Von Europa, heisst es weiter, habe die Ukraine Hilfeleistungen über 204 Milliarden Dollar erhalten. US-Präsident Trump bemängelte am Freitag vor Journalisten im Weissen Haus, dass die Europäer ihre Ukraine-Gelder als Darlehen absichern, während seine US-Vorgängerregierung unter Präsident Joe Biden (82) mehr als 350 Milliarden Dollar ohne Rückzahlverpflichtung an Kiew überwiesen habe.
US-Hilfe fliesse grösstenteils in US-Taschen
Diese von Trump vorgelegte Zahl sei weit überrissen, so die ISW-Zahlen. Nach Angaben des ukrainischen Präsidenten Wolodimir Selenski (47) erhielt die Ukraine etwa 75 Milliarden Dollar der vom US-Kongress genehmigten Hilfe in Höhe von 177 Milliarden Dollar.
Laut ISW sei das Geld grösstenteils nicht in ukrainische Taschen geflossen, sondern in amerikanische Verteidigungsjobs: «Der Grossteil der von den Vereinigten Staaten für die Ukraine bereitgestellten Mittel verbleibt in den USA, um die heimische Verteidigungsindustrie zu finanzieren und die US-Waffenbestände aufzufüllen.»
Insgesamt beschreibt der ISW-Report ein leidgeprüftes, doch widerstandsfähiges Land, das kämpft, nicht kapituliert. Das kollidiert mit Trumps Darstellung einer Nation am Rande des Untergangs – eine Diskrepanz, die Verhandlungen um das Ende des Krieges entscheidend beeinflussen könnte.
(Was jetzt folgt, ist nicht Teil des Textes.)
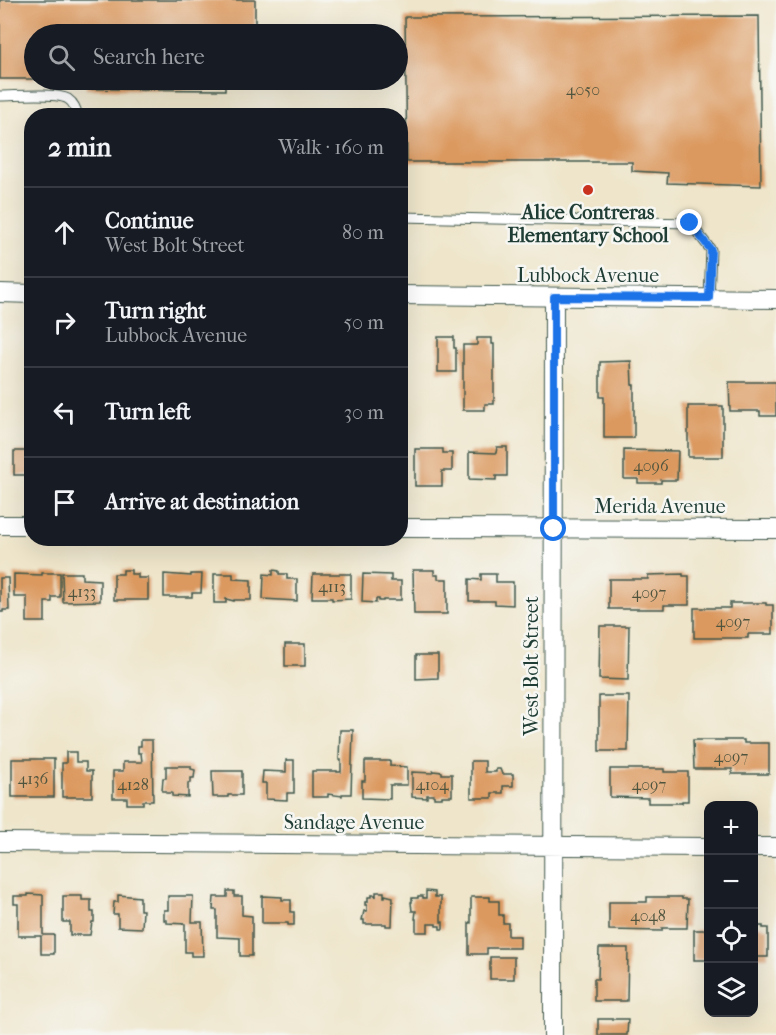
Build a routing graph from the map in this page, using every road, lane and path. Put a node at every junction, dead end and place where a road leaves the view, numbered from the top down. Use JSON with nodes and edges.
{"nodes":[{"id":1,"x":0,"y":96,"type":"edge"},
{"id":2,"x":76,"y":108,"type":"edge"},
{"id":3,"x":408,"y":217,"type":"edge"},
{"id":4,"x":0,"y":293,"type":"edge"},
{"id":5,"x":24,"y":294,"type":"edge"},
{"id":6,"x":408,"y":295,"type":"edge"},
{"id":7,"x":554,"y":297,"type":"junction"},
{"id":8,"x":709,"y":298,"type":"junction"},
{"id":9,"x":776,"y":299,"type":"edge"},
{"id":10,"x":0,"y":525,"type":"edge"},
{"id":11,"x":24,"y":525,"type":"edge"},
{"id":12,"x":408,"y":528,"type":"edge"},
{"id":13,"x":554,"y":529,"type":"junction"},
{"id":14,"x":776,"y":530,"type":"edge"},
{"id":15,"x":0,"y":843,"type":"edge"},
{"id":16,"x":553,"y":846,"type":"junction"},
{"id":17,"x":704,"y":847,"type":"edge"},
{"id":18,"x":758,"y":847,"type":"edge"},
{"id":19,"x":776,"y":847,"type":"edge"},
{"id":20,"x":553,"y":1035,"type":"edge"}],
"edges":[{"from":1,"to":2,"type":"lane"},
{"from":3,"to":8,"type":"lane"},
{"from":4,"to":5,"type":"street"},
{"from":6,"to":7,"type":"street","name":"Lubbock Avenue"},
{"from":7,"to":8,"type":"street","name":"Lubbock Avenue"},
{"from":7,"to":13,"type":"street","name":"West Bolt Street"},
{"from":8,"to":9,"type":"street","name":"Lubbock Avenue"},
{"from":10,"to":11,"type":"street"},
{"from":12,"to":13,"type":"street","name":"Merida Avenue"},
{"from":13,"to":14,"type":"street","name":"Merida Avenue"},
{"from":13,"to":16,"type":"street","name":"West Bolt Street"},
{"from":15,"to":16,"type":"street","name":"Sandage Avenue"},
{"from":16,"to":17,"type":"street","name":"Sandage Avenue"},
{"from":16,"to":20,"type":"street","name":"West Bolt Street"},
{"from":18,"to":19,"type":"street"}]}
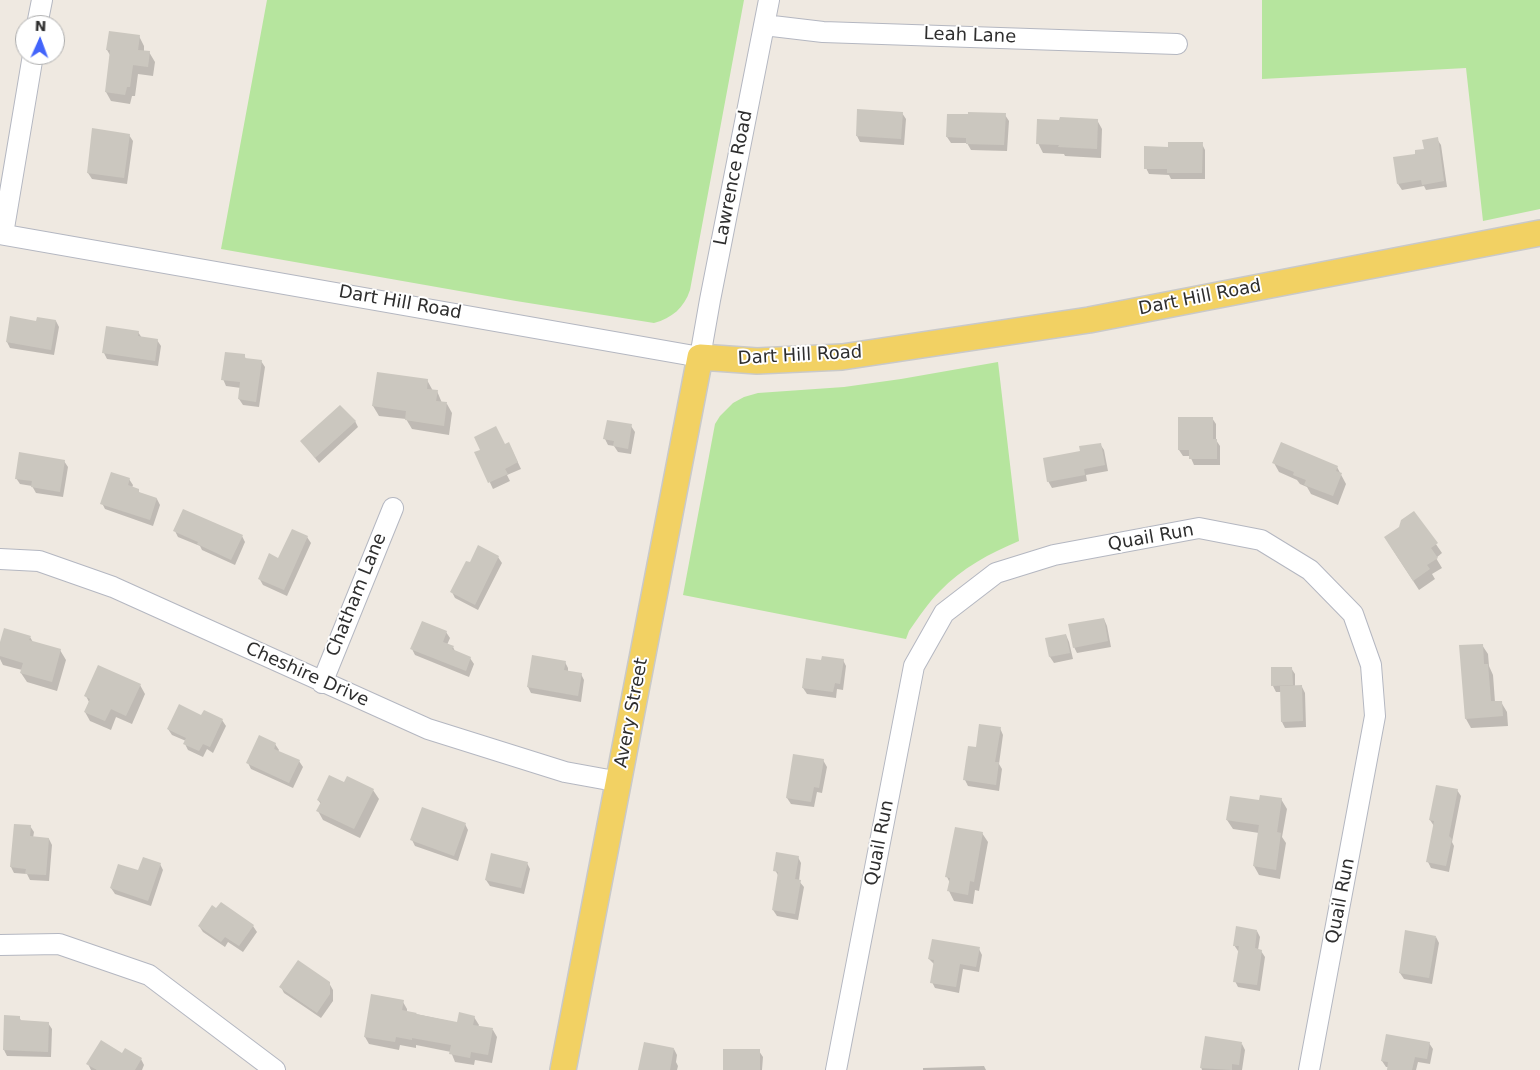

Bericht: Russland könnte für Friedensdeal auf eingefrorene Vermögen verzichten
Wie Reuters meldet, könnte Russland im Rahmen der Beilegung des Kriegs 300 Milliarden Dollar an eingefrorenen Vermögenswerten zugestehen.
Während sich die Gespräche zwischen Russland und den Vereinigten Staaten noch in einem sehr frühen Stadium befinden, werde in Moskau die Idee geäussert, einen grossen Teil der im Westen eingefrorenen russischen Vermögen für den Wiederaufbau der Ukraine zu verwenden – als Teil eines möglichen Friedensabkommens.
Russland könnte der Verwendung von 300 Milliarden Dollar an in Europa eingefrorenen Staatsgeldern für den Wiederaufbau in der Ukraine zustimmen, heisst es laut mit den Verhandlungen vertrauten Quellen. Moskau würde darauf bestehen, dass ein Teil des Geldes für das Fünftel des Landes ausgegeben wird, das von Moskaus Streitkräften kontrolliert wird.